This exercise calls for all the entries that follow to be set down exactly, without their images.

-.-.-

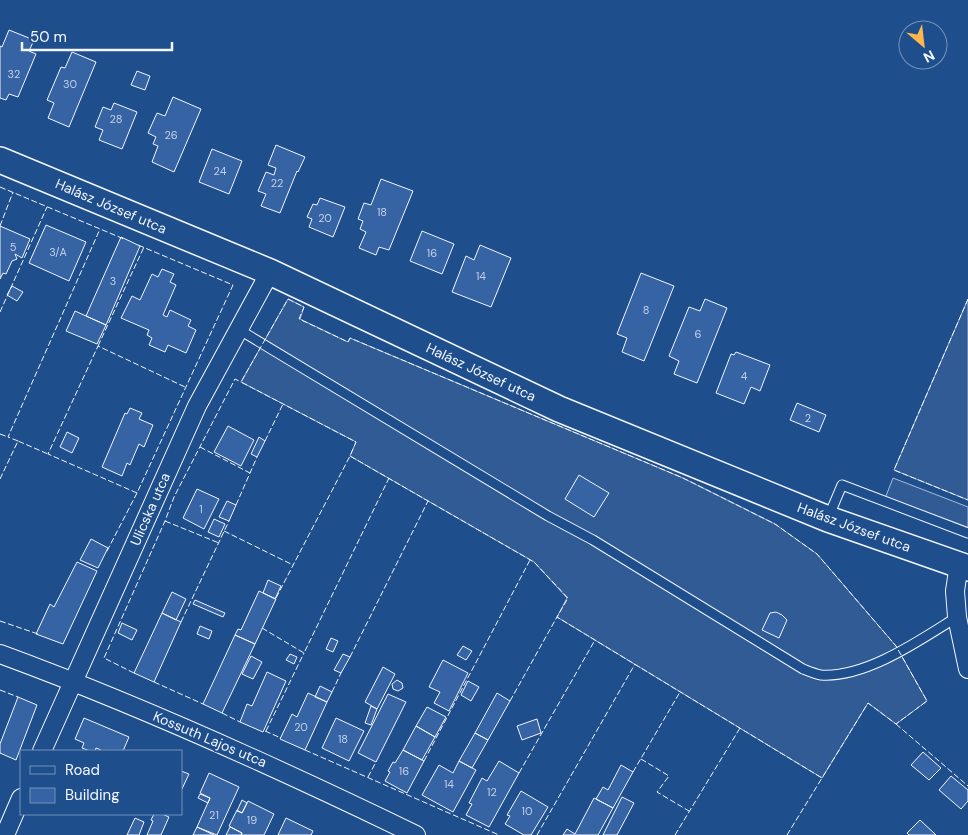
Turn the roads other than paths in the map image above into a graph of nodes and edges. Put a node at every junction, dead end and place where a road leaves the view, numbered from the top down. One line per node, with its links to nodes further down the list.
1 (0, 160): 2 (street, Halász József utca)
2 (270, 272): 3 (street, Ulicska utca); 4 (street, Halász József utca)
3 (238, 329): 7 (lane); 10 (street, Ulicska utca)
4 (828, 519): 5 (lane); 6 (street, Halász József utca)
5 (968, 533)
6 (963, 566): 7 (street)
7 (956, 617): 9 (street)
8 (0, 654): 10 (street, Kossuth Lajos utca)
9 (968, 670)
10 (72, 680): 11 (street, Ulicska utca); 14 (street, Kossuth Lajos utca)
11 (42, 750)
12 (20, 800): 13 (street)
13 (5, 835)
14 (416, 835)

-.-.-

RESULT OF THE TASK
Turn the roads other than paths in the map image above into a graph of nodes and edges. Put a node at every junction, dead end and place where a road leaves the view, numbered from the top down. One line per node, with its links to nodes further down the list.
1 (0, 160): 2 (street, Halász József utca)
2 (270, 272): 3 (street, Ulicska utca); 4 (street, Halász József utca)
3 (238, 329): 7 (lane); 10 (street, Ulicska utca)
4 (828, 519): 5 (lane); 6 (street, Halász József utca)
5 (968, 533)
6 (963, 566): 7 (street)
7 (956, 617): 9 (street)
8 (0, 654): 10 (street, Kossuth Lajos utca)
9 (968, 670)
10 (72, 680): 11 (street, Ulicska utca); 14 (street, Kossuth Lajos utca)
11 (42, 750)
12 (20, 800): 13 (street)
13 (5, 835)
14 (416, 835)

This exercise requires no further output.